Fundamentally, treatment for GLBTI individuals is the same as for any other client group and should focus on the specific needs of the client [402]. GLBTI clients represent a diverse group of people from varying backgrounds; thus, like all other clients, a holistic view should be adopted considering all aspects of the client’s presentation. While all GLBTI clients are different, it is important to be aware of the context in which GLBTI clients’ problems may develop. For instance, the development of a same-sex attracted identity usually occurs within a context of stigma and internal pressure [1083]. This can produce feelings of shame, isolation, guilt, lying, maladaptive sexual patterns, and loss of social support among other things, all increasing the risk of mental health and substance use problems. Thus, comorbidity among GLBTI individuals is likely to be a consequence of being in a minority group within the community, rather than being same-sex attracted. Ritter and colleagues [1077] identified several key features for working with GLBTI clients that are associated with positive outcomes:

  • A welcoming, non-judgemental, and respectful environment.
  • An accepting and affirming approach to the client’s GLBTI status.
  • Appropriate use of culturally sensitive language.
  • Staff awareness of GLBTI support services.
  • Appropriate education and training for staff.
  • Presence of GLBTI staff and positive GLBTI role models.
  • A high regard for confidentiality around personal information.
  • Affirmation of non-traditional family networks.
  • Teaching the client strategies for dealing with stigma, discrimination, and stress.

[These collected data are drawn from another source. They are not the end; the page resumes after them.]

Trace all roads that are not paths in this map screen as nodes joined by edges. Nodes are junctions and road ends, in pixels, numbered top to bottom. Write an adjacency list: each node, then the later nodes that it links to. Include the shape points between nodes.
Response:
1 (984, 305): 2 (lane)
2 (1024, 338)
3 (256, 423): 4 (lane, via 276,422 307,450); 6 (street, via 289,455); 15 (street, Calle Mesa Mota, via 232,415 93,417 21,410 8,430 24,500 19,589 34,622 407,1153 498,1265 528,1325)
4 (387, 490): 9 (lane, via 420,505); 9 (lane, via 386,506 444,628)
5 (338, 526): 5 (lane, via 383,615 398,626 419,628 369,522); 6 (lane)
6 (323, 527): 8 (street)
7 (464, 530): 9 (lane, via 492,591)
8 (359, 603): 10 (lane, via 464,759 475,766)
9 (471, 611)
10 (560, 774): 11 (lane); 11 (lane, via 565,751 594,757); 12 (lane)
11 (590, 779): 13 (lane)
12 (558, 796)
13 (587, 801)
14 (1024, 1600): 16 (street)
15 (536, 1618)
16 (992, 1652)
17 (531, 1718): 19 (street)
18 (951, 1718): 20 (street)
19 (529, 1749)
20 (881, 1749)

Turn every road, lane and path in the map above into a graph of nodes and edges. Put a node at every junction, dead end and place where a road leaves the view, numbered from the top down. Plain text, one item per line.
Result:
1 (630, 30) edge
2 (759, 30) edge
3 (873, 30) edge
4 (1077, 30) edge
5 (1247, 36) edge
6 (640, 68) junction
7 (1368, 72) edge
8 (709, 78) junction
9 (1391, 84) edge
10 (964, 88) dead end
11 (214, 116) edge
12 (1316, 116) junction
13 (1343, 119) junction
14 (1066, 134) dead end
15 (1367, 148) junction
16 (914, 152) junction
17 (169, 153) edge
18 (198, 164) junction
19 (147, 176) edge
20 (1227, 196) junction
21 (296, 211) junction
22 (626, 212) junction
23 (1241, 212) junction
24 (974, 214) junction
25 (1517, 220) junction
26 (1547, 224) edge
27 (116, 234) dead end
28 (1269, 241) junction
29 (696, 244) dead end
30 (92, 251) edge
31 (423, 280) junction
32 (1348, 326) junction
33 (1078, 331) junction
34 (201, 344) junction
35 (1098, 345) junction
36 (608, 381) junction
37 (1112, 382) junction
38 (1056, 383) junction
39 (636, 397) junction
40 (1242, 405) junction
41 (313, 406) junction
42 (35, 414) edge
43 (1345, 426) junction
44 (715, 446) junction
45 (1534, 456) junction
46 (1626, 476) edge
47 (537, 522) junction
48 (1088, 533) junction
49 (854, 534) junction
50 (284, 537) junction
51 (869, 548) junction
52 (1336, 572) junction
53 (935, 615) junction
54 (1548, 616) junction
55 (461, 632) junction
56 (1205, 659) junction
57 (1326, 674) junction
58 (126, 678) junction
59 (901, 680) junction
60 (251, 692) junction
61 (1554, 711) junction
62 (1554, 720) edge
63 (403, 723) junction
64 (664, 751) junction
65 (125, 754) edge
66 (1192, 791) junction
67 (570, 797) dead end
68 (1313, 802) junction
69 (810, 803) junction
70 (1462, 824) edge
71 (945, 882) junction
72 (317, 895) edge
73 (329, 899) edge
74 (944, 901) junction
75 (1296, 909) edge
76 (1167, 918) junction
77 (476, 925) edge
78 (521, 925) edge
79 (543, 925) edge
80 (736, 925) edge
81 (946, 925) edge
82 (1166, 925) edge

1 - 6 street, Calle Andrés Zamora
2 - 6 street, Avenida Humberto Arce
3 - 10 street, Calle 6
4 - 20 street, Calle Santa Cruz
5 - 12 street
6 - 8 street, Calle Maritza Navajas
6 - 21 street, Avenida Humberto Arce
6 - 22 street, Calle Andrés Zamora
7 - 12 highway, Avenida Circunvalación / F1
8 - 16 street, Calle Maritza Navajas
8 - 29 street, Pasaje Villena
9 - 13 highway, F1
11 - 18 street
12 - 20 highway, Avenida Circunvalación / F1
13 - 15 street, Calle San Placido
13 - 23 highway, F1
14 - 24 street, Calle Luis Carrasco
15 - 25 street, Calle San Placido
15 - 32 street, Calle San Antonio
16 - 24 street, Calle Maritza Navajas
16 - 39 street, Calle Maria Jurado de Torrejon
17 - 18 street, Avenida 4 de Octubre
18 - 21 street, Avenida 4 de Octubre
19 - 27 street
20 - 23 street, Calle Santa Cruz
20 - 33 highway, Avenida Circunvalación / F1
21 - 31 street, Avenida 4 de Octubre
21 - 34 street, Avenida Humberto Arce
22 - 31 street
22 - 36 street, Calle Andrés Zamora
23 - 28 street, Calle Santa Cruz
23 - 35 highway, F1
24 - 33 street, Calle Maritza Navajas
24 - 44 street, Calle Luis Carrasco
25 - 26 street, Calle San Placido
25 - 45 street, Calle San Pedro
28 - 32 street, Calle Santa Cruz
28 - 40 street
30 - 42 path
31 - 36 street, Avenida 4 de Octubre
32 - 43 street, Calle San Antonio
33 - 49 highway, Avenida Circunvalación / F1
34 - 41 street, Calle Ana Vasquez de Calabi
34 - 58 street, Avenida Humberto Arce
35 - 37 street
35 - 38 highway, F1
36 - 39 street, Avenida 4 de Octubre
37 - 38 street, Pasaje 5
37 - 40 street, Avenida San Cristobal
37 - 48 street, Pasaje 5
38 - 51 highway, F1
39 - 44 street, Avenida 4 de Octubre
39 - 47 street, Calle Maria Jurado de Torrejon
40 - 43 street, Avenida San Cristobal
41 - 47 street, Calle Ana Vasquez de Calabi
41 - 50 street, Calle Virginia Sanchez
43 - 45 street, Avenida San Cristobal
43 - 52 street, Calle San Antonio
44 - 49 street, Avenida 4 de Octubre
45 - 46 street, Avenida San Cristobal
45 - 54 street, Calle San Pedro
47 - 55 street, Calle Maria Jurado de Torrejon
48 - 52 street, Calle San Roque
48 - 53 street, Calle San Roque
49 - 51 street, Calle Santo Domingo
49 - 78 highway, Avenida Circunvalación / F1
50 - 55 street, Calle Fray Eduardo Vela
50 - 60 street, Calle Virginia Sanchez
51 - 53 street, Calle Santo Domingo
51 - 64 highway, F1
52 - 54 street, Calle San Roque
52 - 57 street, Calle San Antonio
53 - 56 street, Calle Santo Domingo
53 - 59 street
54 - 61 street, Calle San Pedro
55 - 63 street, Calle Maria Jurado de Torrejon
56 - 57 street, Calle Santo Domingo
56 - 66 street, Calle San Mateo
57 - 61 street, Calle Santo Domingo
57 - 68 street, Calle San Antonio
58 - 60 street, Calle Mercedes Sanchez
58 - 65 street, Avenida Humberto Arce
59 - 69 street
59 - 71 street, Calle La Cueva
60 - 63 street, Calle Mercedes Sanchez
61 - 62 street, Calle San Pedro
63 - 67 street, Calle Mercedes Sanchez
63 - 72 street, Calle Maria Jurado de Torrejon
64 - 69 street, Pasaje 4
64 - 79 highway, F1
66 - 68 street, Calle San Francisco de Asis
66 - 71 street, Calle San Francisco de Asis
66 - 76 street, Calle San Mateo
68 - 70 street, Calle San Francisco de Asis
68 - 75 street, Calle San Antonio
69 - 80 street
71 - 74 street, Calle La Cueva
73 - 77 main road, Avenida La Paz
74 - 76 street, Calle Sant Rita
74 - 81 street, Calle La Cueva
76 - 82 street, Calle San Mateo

Sexuality and related issues require sensitive exploration and may require the AOD worker to assist the client with safety, support, accommodation, harm reduction, and education needs that may arise. It is important to consider and use professional judgement in raising and discussing issues of sexual orientation; for instance [1084]:

  • How comfortable is the person with his/her sexuality and with talking about it with others?
  • Has he/she told family/friends? How have these people reacted (or how will they)?
  • Is it his/her decision to tell someone or is he/she being forced?
  • How much support does he/she have?
  • Is he/she financially, physically, or emotionally independent?

Engagement is fundamentally important as well as confidentiality issues. AOD workers should also be aware that, for some clients (especially young clients), issues surrounding gender and sexual orientation may be a principal concern and may demand increased attention during treatment.